= Serial entrepreneurship =

Practice of founding multiple businesses sequentially over a career

Serial entrepreneurship, sometimes referred to as serial founding, is the practice of an individual founding multiple businesses sequentially over the course of a career. Serial entrepreneurs typically exit or step back from one venture before starting another, distinguishing them from portfolio entrepreneurs, who operate multiple businesses simultaneously, and novice entrepreneurs, who are founding their first business. A substantial share of new businesses are undertaken by individuals with prior entrepreneurial experience, and academic interest in serial entrepreneurship has grown significantly since the early 2000s.

== Definition and types ==
Serial entrepreneurship is a form of habitual entrepreneurship, a broader category describing individuals with prior business ownership who continuously start new ventures.

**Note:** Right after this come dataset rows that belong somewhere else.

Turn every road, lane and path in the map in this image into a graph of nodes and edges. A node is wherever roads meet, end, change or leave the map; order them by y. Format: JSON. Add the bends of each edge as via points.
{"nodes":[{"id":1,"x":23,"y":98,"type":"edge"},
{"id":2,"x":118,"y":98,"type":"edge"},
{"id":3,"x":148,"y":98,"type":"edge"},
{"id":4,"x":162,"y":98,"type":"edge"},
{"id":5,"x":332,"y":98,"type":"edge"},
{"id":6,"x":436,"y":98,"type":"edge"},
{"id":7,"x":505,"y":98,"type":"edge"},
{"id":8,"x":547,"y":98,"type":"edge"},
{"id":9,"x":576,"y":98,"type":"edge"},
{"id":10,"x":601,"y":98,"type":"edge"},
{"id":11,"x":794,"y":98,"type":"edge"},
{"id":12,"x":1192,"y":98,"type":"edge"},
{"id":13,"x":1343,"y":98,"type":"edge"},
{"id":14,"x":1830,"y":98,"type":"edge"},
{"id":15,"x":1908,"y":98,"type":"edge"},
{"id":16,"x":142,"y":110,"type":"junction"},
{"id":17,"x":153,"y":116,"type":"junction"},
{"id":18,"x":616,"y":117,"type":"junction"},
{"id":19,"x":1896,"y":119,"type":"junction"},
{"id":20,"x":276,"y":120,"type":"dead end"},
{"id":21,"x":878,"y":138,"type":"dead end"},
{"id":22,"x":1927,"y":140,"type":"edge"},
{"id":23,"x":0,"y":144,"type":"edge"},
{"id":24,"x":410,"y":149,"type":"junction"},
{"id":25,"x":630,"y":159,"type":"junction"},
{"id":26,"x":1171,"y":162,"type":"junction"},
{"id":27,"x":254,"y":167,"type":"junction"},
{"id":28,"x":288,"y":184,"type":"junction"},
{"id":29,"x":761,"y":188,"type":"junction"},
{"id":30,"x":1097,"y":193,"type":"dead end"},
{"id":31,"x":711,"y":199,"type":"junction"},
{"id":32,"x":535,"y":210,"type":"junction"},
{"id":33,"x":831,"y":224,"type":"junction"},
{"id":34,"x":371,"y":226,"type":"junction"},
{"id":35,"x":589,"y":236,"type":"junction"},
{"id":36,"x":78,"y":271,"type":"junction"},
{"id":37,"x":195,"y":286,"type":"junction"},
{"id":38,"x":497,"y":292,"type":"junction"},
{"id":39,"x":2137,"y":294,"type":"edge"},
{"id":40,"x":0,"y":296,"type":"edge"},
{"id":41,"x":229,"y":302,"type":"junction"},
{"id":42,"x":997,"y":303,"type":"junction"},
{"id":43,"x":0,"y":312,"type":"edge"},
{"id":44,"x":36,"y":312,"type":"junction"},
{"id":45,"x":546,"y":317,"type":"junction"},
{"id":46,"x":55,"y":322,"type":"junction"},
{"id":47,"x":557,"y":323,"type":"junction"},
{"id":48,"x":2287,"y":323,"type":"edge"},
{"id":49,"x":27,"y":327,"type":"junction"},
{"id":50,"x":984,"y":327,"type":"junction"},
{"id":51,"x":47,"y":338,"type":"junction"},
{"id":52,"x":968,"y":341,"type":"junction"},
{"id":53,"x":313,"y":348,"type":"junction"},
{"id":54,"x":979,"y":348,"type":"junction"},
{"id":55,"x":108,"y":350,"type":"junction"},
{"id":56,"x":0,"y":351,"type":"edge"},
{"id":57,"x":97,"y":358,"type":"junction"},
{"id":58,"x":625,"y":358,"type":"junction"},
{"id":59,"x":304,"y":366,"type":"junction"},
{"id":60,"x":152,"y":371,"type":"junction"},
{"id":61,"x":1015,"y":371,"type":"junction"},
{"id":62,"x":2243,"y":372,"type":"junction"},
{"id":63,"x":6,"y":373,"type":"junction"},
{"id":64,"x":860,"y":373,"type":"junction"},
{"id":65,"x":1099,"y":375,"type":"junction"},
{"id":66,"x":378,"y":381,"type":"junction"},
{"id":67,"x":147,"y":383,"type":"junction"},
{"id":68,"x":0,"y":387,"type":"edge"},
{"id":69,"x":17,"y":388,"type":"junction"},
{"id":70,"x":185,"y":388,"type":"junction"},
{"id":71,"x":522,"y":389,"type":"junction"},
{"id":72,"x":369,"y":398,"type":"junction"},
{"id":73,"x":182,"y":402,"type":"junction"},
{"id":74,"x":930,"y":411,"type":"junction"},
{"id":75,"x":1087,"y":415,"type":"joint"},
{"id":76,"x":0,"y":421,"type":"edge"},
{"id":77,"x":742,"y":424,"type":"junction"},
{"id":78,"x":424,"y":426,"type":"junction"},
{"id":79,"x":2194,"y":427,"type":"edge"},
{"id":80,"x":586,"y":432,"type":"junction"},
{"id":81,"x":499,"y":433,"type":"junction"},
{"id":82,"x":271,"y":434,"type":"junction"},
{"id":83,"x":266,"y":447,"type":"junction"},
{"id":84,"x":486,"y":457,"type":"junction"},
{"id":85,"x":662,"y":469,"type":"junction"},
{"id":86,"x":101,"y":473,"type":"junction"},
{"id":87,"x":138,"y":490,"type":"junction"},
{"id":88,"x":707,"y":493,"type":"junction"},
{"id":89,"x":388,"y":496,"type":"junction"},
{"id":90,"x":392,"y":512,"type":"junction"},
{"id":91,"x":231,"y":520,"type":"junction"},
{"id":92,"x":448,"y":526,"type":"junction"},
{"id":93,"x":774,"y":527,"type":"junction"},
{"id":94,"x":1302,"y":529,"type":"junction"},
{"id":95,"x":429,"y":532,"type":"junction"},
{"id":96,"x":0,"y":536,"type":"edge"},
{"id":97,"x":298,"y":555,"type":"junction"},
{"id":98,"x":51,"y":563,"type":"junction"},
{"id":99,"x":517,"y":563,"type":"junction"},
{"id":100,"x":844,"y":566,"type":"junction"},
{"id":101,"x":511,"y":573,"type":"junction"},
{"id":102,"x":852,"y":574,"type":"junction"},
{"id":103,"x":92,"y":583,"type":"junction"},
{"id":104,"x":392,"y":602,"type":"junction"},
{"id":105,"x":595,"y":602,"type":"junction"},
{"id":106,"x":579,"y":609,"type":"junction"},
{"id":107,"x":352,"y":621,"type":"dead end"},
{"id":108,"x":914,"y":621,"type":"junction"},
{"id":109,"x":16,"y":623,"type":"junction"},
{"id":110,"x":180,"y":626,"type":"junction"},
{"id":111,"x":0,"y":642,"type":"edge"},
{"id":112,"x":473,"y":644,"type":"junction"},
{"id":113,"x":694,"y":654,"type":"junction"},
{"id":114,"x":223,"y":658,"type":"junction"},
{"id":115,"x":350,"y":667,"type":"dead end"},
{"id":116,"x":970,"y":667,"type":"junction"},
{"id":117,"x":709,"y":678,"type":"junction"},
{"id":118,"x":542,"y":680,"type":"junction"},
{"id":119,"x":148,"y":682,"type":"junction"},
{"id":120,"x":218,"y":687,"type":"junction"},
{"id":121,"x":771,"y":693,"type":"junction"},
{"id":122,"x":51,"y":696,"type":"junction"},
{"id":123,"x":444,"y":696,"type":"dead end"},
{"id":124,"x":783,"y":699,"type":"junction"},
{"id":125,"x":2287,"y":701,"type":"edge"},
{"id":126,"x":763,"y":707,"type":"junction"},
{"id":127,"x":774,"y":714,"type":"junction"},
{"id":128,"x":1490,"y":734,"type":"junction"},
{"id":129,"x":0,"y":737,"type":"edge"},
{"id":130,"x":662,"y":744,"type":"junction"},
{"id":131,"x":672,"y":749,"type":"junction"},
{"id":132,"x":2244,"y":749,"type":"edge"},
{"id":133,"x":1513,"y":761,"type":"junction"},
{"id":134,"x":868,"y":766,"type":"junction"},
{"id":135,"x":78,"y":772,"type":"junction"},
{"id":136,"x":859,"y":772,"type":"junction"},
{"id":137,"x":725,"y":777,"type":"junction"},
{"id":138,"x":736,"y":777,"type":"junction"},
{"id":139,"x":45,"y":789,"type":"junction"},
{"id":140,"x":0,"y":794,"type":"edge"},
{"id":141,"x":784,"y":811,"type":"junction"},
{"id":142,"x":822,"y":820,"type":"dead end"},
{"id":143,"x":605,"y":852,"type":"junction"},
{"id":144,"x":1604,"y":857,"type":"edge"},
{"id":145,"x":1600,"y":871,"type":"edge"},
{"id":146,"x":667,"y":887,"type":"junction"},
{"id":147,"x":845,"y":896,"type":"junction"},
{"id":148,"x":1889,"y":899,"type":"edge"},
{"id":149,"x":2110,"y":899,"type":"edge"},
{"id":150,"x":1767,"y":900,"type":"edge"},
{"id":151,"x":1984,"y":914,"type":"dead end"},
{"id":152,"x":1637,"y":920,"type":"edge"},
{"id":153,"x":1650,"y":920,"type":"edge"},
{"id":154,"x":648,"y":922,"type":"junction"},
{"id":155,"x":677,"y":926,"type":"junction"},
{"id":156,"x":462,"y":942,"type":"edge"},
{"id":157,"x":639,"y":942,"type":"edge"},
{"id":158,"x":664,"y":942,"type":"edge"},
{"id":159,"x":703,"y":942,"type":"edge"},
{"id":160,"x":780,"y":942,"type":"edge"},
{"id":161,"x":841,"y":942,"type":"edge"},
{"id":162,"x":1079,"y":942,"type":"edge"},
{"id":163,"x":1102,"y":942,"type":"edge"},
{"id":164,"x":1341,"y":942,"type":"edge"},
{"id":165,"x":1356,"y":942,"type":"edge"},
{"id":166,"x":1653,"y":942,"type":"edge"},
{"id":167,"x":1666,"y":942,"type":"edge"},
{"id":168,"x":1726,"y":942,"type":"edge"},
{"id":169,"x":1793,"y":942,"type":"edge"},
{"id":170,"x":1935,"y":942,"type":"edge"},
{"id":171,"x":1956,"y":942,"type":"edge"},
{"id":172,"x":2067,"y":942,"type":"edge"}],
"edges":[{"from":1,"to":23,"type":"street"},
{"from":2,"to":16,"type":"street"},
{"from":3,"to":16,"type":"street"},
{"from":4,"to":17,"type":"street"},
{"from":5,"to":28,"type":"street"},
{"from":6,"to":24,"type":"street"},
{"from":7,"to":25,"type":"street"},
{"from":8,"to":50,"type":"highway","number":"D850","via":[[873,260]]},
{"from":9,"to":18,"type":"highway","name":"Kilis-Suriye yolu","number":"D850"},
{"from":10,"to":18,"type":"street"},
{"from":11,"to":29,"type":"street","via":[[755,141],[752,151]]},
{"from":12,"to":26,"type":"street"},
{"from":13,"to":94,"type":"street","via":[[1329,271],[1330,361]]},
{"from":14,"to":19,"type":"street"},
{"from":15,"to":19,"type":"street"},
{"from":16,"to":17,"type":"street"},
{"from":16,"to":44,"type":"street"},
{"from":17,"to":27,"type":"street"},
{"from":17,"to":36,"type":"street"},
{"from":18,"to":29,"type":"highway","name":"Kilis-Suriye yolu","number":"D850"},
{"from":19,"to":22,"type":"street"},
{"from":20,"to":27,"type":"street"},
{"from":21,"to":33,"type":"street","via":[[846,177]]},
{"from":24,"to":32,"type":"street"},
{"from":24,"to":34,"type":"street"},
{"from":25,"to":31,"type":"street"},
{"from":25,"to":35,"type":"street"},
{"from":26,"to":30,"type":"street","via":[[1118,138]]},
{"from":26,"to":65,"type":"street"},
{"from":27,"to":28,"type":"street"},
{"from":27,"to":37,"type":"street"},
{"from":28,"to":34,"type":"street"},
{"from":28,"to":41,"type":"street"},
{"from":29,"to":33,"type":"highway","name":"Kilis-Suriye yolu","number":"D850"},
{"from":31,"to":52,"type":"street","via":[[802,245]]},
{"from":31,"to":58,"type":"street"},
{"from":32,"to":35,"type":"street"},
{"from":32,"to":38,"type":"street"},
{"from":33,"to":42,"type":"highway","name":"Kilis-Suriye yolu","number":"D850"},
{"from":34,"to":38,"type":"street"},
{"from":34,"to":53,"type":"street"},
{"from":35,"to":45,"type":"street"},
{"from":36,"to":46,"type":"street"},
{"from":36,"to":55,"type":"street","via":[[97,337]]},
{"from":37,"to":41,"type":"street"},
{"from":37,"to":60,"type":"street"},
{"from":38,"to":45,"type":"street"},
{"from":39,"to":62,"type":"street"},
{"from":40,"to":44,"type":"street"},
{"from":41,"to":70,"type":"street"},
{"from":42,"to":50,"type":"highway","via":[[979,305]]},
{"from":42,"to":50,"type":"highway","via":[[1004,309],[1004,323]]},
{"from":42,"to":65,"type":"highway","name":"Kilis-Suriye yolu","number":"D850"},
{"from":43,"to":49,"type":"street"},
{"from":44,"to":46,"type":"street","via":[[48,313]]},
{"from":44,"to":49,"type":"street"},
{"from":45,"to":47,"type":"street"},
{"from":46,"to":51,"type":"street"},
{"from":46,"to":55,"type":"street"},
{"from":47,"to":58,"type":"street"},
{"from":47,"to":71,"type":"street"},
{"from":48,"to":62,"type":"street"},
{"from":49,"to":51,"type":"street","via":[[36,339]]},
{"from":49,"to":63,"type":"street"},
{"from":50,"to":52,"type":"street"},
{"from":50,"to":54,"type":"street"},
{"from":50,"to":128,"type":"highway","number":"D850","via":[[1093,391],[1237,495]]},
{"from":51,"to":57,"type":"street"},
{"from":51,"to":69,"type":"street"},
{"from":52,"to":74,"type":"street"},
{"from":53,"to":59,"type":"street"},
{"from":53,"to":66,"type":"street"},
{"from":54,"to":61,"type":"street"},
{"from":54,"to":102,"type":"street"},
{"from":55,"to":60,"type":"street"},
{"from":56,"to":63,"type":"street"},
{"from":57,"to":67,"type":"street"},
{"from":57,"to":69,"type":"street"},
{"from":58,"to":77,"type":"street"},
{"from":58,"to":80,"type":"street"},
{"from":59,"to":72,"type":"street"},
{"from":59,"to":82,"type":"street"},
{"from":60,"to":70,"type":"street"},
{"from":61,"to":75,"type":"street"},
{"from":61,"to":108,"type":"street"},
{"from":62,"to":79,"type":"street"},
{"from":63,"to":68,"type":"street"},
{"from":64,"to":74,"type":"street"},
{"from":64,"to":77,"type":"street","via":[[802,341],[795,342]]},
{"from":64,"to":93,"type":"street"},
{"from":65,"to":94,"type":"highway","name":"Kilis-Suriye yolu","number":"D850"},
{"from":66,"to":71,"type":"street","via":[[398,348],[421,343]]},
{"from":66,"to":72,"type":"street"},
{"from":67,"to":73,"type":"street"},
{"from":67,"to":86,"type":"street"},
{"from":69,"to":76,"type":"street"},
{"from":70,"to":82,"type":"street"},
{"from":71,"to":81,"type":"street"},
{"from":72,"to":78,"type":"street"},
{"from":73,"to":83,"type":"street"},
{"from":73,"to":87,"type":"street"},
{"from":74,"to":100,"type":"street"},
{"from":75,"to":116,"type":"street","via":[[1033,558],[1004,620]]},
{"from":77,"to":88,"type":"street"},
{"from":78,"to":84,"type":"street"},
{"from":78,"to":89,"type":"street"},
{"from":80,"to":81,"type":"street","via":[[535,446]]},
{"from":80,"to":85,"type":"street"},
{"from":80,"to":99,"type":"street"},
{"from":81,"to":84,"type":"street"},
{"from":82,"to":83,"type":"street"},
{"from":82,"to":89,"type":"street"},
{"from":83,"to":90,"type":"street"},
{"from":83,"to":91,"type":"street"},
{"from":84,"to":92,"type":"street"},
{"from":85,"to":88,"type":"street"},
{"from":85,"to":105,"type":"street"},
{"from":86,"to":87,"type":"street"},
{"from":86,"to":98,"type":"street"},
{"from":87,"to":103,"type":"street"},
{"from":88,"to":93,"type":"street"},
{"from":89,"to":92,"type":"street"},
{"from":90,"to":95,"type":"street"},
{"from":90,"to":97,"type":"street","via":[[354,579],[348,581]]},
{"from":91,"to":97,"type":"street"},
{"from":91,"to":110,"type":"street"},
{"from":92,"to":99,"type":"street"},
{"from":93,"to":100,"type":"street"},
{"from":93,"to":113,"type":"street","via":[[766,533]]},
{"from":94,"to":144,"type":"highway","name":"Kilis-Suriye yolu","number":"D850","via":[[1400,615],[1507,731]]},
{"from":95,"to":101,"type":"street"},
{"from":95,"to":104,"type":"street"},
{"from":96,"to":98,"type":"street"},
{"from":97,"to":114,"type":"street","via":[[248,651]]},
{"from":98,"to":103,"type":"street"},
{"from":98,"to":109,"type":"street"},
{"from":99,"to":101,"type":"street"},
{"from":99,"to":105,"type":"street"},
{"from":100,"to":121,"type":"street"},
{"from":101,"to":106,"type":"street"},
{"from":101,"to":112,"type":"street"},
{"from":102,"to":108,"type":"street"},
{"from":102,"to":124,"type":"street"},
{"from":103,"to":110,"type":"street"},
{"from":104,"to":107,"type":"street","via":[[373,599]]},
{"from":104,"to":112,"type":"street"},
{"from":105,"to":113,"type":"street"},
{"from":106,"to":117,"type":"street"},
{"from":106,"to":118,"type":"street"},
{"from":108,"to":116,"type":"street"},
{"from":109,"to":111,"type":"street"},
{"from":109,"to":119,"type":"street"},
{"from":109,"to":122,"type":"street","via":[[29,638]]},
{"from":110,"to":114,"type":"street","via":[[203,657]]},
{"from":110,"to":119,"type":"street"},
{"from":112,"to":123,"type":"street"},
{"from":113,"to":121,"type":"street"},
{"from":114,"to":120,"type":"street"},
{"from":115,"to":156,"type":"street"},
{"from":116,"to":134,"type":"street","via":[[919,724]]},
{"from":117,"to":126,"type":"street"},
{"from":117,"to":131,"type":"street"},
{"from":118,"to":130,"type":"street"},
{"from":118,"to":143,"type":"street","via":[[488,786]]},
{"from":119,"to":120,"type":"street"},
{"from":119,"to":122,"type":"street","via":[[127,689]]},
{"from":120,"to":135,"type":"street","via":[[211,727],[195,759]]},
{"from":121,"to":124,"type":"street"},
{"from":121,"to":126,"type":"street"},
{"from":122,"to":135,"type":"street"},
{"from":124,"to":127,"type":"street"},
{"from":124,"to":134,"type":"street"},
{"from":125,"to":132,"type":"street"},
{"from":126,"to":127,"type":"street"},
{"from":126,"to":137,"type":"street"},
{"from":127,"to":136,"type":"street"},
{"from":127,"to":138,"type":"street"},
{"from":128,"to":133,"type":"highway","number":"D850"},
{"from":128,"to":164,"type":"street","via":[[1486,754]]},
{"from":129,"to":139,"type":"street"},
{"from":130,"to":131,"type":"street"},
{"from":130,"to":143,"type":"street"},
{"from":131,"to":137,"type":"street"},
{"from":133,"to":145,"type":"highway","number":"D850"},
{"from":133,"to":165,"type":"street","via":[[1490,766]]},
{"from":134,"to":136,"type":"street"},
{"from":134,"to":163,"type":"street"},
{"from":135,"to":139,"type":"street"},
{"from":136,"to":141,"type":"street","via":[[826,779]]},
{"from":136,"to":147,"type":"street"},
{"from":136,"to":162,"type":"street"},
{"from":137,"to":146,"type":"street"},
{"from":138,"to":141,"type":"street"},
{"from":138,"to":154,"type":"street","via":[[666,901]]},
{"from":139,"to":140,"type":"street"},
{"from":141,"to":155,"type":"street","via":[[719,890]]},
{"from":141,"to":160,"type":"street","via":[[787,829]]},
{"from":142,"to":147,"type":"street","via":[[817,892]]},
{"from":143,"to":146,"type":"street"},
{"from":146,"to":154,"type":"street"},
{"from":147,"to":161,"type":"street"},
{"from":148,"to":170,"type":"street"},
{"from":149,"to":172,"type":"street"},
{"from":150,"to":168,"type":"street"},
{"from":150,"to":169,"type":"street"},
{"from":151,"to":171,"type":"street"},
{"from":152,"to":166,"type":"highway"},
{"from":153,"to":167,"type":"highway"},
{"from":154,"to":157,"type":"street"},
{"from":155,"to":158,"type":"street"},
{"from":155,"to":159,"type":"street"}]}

Serial entrepreneurs exit one venture before entering a subsequent one, distinguishing them from portfolio entrepreneurs, who continue to manage their original business while establishing or acquiring another, and from novice entrepreneurs, who are founding their first venture. While portfolio entrepreneurs manage multiple ventures concurrently, they have been shown to achieve higher levels of firm size and productivity than serial entrepreneurs. In the academic literature, the term "serial entrepreneur" is most commonly applied to the context of owner-managers, while the broader concept also encompasses entrepreneurial investors, corporate entrepreneurs, and freelance founders. Theoretical models propose that this pattern of sequential re-entry is driven by high-skill individuals seeking better matches between their capabilities and business opportunities, rather than permanently exiting to employment after a venture ends.

== Prevalence ==
Estimates of the prevalence of serial entrepreneurship vary by country and methodology. A systematic review of 118 scholarly articles estimated that up to 50% of new ventures are founded by individuals with prior entrepreneurial experience. Across European countries, serial entrepreneurs represent between 18 and 30 percent of all entrepreneurs; in the United States the figure is around 12 to 13 percent. Serial entrepreneurs are a minority of all business owners, yet their firms contribute disproportionately to employment growth and productivity.

== Characteristics ==
Serial entrepreneurs are concentrated in small business sectors such as retail, food services, and personal services, and often operate as sole proprietors. Serial entrepreneurs are more educated and socially connected than novice entrepreneurs, and serial entrepreneurship occurs among both men and women. Shaw and Sørensen found female serial entrepreneurs run firms approximately 97% larger than those of female novice entrepreneurs, though women overall run smaller firms than men. Baird and Morrison compare the process to labour market mobility, in which individuals move between roles seeking improved matches between their skills and opportunities. Serial entrepreneurs who experience business failure do not subsequently adjust their degree of over-optimism, which can affect later venture performance.

== Economic performance and outcomes ==

=== Entrepreneurial learning ===
Prior entrepreneurial experience improves performance in subsequent ventures, though the source of this advantage is debated. Some researchers attribute the gains to learning through practice, while others emphasise innate ability, arguing that high-skill individuals are more motivated to search for better-matched ventures. Burke finds that learning effects are positive but short-lived, and some studies report no consistent performance differences between serial and novice entrepreneurs. Shaw and Sørensen found that second firms of serial entrepreneurs achieved approximately 55% higher sales than their first firms.

Serial entrepreneur firms are larger, grow more rapidly, and are more productive than those founded by first-time entrepreneurs. Shaw and Sørensen found serial entrepreneur firms have approximately 98% greater sales and are around 49% more productive than novice-founded firms after controlling for capital. De Vera and colleagues found, using economy-wide data from Portugal, that serial entrepreneur firms are approximately 50% larger, grow around 20% faster, and are about 23% more productive, with entrepreneur education and lower firm indebtedness the key drivers. Lafontaine and Shaw found that prior business closure strengthens rather than weakens subsequent performance, with sequential ownership producing stronger outcomes than concurrent ownership among small business owners. Burke also found that experienced entrepreneurs invest more frequently in new ventures as informal investors.

=== Institutional context ===
Institutional factors, including bankruptcy law, shape patterns of serial entrepreneurship. Baird and Morrison argue that entrepreneurial skills are portable across ventures, shifting analytical focus from the firm to the individual owner-manager. They also found that Chapter 11 bankruptcy protection creates a lock-in effect, providing financial benefits only to entrepreneurs who remain with existing ventures and thereby delaying the transition to a better-matched business.